I'll also point out that there are laws that specifically state that we must adhere to that practice of fair pay, though I'd do it anyway because it's the right thing to do. We hire H1-B employees because we can't find US citizen programmers that are good enough and wiling to come here -- there is intense competition here in the Valley.
Oh, and another thing: H1-Bs are not indentured servants. We hire H1-B engineers from other companies, and unfortunately, H1-B engineers sometimes leave us for other opportunities. It takes me just 2-3 weeks and about $4000 to switch an H1-B sponsorship from the current employer to us.
I'd argue that an employer's duty is both to compensate you monetarily AND to provide a safe and comfortable working environment. Beyond that one nitpick, I completely agree with you.
Even as a temporary contract programmer, when my project with Microsoft was cancelled, I was treated very well. They kept me on for another month as an unofficial "severance" even though there was no work to be done, and arranged for a few other internal interviews for me. My project lead also bought me an Xbox (the first one, which had recently come out) and some games out of his own pocket.

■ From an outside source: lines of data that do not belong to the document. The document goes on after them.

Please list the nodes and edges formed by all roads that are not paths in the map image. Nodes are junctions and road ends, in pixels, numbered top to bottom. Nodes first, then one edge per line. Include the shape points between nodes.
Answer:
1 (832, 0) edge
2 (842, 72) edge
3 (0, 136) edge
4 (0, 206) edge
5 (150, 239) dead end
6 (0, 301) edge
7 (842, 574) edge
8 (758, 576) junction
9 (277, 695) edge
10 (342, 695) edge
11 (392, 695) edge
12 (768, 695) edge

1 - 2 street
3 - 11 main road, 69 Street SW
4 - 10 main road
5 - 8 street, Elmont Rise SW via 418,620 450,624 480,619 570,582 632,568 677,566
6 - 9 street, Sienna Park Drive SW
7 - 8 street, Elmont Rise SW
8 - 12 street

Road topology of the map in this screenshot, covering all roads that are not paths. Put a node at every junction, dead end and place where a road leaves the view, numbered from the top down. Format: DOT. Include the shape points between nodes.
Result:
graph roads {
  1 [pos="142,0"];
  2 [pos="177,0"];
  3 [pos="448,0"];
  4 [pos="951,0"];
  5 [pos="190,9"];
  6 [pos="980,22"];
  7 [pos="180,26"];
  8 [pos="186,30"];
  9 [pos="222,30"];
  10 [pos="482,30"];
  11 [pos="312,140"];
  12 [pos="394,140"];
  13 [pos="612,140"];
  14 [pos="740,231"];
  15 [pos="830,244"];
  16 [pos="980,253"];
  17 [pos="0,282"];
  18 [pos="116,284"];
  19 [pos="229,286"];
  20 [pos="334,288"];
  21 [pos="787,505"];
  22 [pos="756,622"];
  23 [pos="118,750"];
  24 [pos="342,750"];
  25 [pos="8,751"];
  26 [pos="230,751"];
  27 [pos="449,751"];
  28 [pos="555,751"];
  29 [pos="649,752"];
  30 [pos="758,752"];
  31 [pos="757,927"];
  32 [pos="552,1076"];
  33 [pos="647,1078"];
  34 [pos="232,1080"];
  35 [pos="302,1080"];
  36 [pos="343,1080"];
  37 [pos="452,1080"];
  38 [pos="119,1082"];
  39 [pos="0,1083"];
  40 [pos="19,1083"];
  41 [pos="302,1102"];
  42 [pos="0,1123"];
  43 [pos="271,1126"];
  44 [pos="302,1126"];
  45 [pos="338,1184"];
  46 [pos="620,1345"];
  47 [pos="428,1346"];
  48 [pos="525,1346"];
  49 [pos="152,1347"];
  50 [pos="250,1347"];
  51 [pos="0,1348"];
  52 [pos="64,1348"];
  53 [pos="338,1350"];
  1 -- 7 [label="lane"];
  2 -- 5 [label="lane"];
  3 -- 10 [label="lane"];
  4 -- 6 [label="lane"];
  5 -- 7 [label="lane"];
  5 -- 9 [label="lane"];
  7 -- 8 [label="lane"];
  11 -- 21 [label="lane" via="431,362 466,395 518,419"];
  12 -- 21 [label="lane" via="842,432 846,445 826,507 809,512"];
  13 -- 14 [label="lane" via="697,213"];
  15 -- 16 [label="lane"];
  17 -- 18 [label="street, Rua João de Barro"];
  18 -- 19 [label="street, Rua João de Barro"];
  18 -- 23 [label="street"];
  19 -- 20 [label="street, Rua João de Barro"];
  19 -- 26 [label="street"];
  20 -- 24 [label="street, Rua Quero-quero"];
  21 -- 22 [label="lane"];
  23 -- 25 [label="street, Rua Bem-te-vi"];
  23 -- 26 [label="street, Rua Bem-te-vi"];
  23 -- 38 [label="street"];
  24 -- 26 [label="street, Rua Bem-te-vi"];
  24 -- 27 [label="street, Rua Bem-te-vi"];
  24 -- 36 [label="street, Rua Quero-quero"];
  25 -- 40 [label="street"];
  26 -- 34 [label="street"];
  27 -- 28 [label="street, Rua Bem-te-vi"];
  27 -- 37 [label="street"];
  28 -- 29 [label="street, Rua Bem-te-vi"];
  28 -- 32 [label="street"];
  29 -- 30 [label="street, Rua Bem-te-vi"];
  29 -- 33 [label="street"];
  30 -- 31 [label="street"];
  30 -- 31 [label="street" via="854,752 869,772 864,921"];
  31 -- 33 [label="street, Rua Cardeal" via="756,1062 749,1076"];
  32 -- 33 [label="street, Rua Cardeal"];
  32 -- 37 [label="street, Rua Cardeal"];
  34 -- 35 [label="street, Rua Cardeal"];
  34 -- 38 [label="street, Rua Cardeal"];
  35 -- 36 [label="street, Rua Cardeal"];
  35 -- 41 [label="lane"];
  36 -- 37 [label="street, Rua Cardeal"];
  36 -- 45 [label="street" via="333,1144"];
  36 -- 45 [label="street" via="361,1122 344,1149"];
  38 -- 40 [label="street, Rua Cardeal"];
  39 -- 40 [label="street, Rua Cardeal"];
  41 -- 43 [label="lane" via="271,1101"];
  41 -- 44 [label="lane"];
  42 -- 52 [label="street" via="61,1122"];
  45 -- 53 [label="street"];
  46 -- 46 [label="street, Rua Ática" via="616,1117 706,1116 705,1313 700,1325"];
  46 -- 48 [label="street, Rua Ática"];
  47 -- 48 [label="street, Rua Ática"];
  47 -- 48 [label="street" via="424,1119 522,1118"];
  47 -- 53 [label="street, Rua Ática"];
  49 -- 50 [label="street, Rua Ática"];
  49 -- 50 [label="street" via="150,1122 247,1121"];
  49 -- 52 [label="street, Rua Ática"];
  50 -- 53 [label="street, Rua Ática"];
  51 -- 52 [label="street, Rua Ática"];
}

Obviously, that was a while ago, but from what I've heard, MS still generally treats its people pretty well, and that experience was borne out several times while working for them in contract positions. Note that this isn't completely altruistic - part of it is to avoid wrongful termination lawsuits (I've been given severance pay by another employer in exchange for promising not to sue, which was fine with me), and part of it is simple competition with others who might treat their employees better. And of course, part of it is that most people aren't complete jerkwads, and understand that helping out someone with a severance package is simply the right thing to do, as being laid off is already a mildly traumatic experience.
Irony: Agile development has too much intertia to be abandoned now.
A free man doesn't expect his employer to be his mommy too - that's how a serf thinks.
Look around you. Do you see people who *want* to be free men, or *want* to be serfs?